Congratulations again on a stimulating piece.
Best wishes,

Ronan McCrea

Gabor says

July 2, 2010

The crucifix have different meaning for various groups in Europe. Gypsies, Jews and Muslims (e.g. Albanians) were murdered under the cross. Those children might have nightmares seeing those again on school walls.

Weiler is right, Europe of today is not a multicultural society - because they murdered non-Christians.

Jacob Hedman says

March 24, 2011

in response to Ronan's comment; but then in your suggested scenario when then the boy's return to school and see the blank walls, what is it in their text books that the school is showing, is it Voltaire, Darwin, religious tolerance, Christianity, Islam, Judaism? I mean is it minority rule or majority rule? This issue is of immense importance here in USA I feel. I really appreciate this dialog on this matter in a reasonable tone and feel what professor Weiler discussed is something that I wish more of the professors and educators, citizens and politicians would revisit more throughly in the like manner.

Here Christians can not have these religious freedoms in all public schools and yet what is taught as fact is Darwinism but not creationism, they have it in the books, in the curriculum, they don't need it on the walls. It moved from freedom OF religion and majority rules to freedom FROM religion minority rules in the public sector here.

Which is not equality, it is giving validity and more bearing to one view point than the other. For one's view should be equal here in the US and thus the sum total of the mass should be respected and understood, however not that it alienates anyones freedoms. Yet having it that the minority rule superseeds the majority does not honor the rights of the individual in the majority either.

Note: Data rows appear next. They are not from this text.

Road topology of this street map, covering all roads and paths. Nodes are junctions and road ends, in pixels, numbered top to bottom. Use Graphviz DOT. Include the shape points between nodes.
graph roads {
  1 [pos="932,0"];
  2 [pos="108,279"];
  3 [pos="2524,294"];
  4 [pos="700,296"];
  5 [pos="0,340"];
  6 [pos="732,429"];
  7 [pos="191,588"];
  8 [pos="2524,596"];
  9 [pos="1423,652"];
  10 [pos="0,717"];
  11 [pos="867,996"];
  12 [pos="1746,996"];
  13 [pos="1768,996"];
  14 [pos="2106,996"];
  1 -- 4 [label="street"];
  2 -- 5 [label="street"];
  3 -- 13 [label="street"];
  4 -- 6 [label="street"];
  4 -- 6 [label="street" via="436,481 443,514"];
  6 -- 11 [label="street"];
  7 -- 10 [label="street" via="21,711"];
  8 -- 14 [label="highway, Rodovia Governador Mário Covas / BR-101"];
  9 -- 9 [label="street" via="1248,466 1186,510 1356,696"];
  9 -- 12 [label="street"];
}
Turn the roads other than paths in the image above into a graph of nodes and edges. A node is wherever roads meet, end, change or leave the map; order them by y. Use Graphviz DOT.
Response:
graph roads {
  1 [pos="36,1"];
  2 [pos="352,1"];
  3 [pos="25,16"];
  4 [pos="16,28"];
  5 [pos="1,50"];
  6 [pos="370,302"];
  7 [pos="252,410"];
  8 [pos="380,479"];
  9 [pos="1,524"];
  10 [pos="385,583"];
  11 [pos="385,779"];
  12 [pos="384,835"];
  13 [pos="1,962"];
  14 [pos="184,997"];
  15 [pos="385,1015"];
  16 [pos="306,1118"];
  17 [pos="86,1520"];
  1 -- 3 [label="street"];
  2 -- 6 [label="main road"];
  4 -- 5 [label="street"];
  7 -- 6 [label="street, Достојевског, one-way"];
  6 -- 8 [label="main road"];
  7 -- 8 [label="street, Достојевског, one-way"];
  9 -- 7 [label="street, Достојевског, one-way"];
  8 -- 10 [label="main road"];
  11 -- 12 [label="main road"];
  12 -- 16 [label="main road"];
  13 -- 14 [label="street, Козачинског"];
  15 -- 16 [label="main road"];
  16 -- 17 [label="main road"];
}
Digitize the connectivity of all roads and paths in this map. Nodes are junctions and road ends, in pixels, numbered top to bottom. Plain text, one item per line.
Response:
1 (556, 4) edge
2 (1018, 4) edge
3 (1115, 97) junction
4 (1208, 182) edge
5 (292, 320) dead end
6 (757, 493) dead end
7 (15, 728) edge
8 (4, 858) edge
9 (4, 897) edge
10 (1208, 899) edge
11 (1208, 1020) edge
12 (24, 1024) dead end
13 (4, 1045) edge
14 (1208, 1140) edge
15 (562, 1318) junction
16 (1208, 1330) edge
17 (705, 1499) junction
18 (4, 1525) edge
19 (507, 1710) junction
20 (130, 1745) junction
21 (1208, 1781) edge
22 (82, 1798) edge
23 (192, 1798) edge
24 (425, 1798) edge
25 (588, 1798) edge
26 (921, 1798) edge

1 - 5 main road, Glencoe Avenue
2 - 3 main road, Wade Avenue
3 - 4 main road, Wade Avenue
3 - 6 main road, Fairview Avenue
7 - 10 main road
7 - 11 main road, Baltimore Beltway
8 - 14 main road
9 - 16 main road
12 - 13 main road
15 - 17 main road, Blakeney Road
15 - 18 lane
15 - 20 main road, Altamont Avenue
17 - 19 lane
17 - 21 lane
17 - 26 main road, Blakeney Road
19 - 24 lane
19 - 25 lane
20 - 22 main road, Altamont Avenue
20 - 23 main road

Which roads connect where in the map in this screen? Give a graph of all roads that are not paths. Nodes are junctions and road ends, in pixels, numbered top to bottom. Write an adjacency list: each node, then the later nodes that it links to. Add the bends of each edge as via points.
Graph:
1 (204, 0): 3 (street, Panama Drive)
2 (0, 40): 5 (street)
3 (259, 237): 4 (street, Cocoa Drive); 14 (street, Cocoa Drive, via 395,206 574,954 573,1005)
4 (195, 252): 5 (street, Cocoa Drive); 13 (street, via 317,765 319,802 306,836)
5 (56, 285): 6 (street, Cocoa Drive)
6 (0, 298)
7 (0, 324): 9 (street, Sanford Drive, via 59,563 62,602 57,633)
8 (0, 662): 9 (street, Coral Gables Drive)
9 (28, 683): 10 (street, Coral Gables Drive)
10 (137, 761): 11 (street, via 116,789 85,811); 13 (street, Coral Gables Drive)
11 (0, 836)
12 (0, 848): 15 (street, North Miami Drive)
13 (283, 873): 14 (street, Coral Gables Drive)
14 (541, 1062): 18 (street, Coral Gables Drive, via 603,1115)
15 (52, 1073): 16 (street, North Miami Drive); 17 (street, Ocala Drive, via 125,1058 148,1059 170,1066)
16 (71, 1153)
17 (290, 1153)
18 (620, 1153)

If your religion is of a minority in our current culture, then you are protected from being kept from honoring your religious convictions. Which is good but when it does not work that way for the peoples whos religious freedoms fall on the side of the majority your are not given this liberty because it some how now turns to become oppressive to the minority. Only that the case really is that the majority is whom being repressed at this point. And this is not true and equal. This is out of balance and false.

I only write this from an Americans view in response to a nice surprise that I can read this blog and see what others are facing as well. I pray for peace about these issues of tolerance and true justice and for us to have creative loving solutions with patient and thoughtful debate to cultivate the most loving and logical outcomes to these and other social differences.